La mission interministérielle conduite dans la préfecture de Siguiri a permis de dresser un constat non reluisant sur les conséquences multiformes de l’exploitation mécanisée non encadrée de l’or.

Les impacts environnementaux observés (déforestation, pollution des eaux, dégradation des sols) compromettent durablement les écosystèmes locaux et les moyens de subsistance des communautés. Sur le plan social, la déscolarisation, les problèmes de santé publique et les conflits fonciers témoignent d’une fragilisation du tissu communautaire. Par ailleurs, la prolifération d’engins non immatriculés et l’absence de contrôle continu posent de sérieux défis sécuritaires.

Sur le plan administratif et institutionnel, la présence du ministère de la défense à travers la Gendarmerie Nationale et des militaires détachés sur les sites clandestins témoignent un disfonctionnement institutionnel dans le cadre de l’encadrement de l’exploitation mécanisée non contrôlée de l’or dans la préfecture de Siguiri.

Cependant, les communautés sensibilisées sur la question, ont avouées leur complicité motivée par des promesses relative à une éventuelle réalisation d’infrastructures socioéconomiques de base (écoles, postes de santé, routes mosquées etc..).

Ces constats confirment l’urgence d’une réponse coordonnée, intégrée et durable.

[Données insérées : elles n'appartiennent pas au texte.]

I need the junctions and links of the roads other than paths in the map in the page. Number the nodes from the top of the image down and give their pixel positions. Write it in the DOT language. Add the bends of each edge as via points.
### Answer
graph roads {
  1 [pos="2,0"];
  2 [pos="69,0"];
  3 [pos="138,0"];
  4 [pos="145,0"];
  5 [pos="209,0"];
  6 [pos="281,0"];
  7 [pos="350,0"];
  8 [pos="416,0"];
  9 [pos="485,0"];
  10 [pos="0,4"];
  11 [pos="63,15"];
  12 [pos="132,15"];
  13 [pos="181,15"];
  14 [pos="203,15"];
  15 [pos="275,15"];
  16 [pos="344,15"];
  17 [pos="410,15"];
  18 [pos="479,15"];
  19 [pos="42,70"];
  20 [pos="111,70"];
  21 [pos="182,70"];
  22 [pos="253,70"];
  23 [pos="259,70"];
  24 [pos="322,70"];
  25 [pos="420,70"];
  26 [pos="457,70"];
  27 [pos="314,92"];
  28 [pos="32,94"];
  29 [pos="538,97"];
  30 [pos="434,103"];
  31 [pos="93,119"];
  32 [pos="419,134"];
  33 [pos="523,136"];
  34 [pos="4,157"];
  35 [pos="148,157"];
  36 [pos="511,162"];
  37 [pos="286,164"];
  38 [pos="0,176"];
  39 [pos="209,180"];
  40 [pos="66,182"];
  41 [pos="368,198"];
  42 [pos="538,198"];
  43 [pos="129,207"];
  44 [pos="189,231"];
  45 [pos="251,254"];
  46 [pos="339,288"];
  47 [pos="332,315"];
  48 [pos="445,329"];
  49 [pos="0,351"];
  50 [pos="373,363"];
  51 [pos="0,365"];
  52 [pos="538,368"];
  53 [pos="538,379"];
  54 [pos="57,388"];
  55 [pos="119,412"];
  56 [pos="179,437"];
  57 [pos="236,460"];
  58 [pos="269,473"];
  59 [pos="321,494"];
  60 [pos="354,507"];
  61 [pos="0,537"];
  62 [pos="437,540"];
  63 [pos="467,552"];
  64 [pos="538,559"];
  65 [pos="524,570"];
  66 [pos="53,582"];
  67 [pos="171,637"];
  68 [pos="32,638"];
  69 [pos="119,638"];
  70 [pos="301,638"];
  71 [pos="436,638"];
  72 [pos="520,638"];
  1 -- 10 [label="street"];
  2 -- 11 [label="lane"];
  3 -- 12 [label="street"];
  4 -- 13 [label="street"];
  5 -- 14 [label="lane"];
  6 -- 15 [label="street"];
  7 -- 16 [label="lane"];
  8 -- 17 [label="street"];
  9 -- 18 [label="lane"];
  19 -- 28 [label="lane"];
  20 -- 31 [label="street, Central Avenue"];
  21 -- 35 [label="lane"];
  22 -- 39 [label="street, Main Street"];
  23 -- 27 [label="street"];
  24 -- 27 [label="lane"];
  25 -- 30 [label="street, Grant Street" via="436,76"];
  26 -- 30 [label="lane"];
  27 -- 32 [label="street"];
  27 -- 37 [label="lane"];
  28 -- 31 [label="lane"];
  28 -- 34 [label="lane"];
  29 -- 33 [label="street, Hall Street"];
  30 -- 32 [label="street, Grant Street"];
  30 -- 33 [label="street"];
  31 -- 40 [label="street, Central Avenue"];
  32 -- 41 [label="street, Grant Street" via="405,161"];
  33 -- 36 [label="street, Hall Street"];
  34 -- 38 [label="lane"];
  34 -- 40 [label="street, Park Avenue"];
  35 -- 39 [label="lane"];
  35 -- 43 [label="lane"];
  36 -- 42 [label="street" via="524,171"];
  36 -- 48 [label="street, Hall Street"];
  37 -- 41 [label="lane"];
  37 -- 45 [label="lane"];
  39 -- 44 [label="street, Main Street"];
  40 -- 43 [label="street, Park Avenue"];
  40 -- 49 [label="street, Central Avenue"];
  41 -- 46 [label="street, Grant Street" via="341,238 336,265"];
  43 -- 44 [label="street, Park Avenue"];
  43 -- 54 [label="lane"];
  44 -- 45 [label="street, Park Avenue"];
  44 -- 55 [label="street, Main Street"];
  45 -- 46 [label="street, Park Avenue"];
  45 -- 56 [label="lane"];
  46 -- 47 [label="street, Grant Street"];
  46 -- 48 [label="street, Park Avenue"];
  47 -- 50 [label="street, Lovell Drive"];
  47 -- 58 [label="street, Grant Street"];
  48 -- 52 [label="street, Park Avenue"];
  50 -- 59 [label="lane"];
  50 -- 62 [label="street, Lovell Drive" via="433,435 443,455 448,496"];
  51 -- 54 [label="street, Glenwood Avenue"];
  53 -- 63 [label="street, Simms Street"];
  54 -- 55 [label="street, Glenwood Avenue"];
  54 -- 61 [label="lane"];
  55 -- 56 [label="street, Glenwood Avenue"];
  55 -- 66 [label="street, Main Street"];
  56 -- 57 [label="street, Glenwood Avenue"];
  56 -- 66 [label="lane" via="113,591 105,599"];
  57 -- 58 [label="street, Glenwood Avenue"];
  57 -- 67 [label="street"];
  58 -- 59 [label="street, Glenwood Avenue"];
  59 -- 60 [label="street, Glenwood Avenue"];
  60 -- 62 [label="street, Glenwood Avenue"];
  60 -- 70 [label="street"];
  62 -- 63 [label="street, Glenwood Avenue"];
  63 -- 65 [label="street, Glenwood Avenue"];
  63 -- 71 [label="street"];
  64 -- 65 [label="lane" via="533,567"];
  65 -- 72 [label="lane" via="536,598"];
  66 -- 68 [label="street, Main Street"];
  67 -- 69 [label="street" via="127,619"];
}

La mission recommande la mise en place d’un mécanisme de gouvernance interinstitutionnelle, le renforcement du cadre réglementaire, la délimitation de zones d’exploitation encadrées, ainsi que des actions concrètes de restauration environnementale et de protection sociale.

La réussite de ces mesures dépendra de l’engagement politique, de la mobilisation des ressources, mais aussi de l’implication active des collectivités locales et des communautés concernées. Il est impératif que les leçons tirées de cette mission servent de socle à une réforme structurelle du secteur de l’orpaillage en Guinée.

Malick SAMOURA

Directeur Technique Gestion de Données et Communication à l'Agence Guinéenne d'Evalutations Environnementales.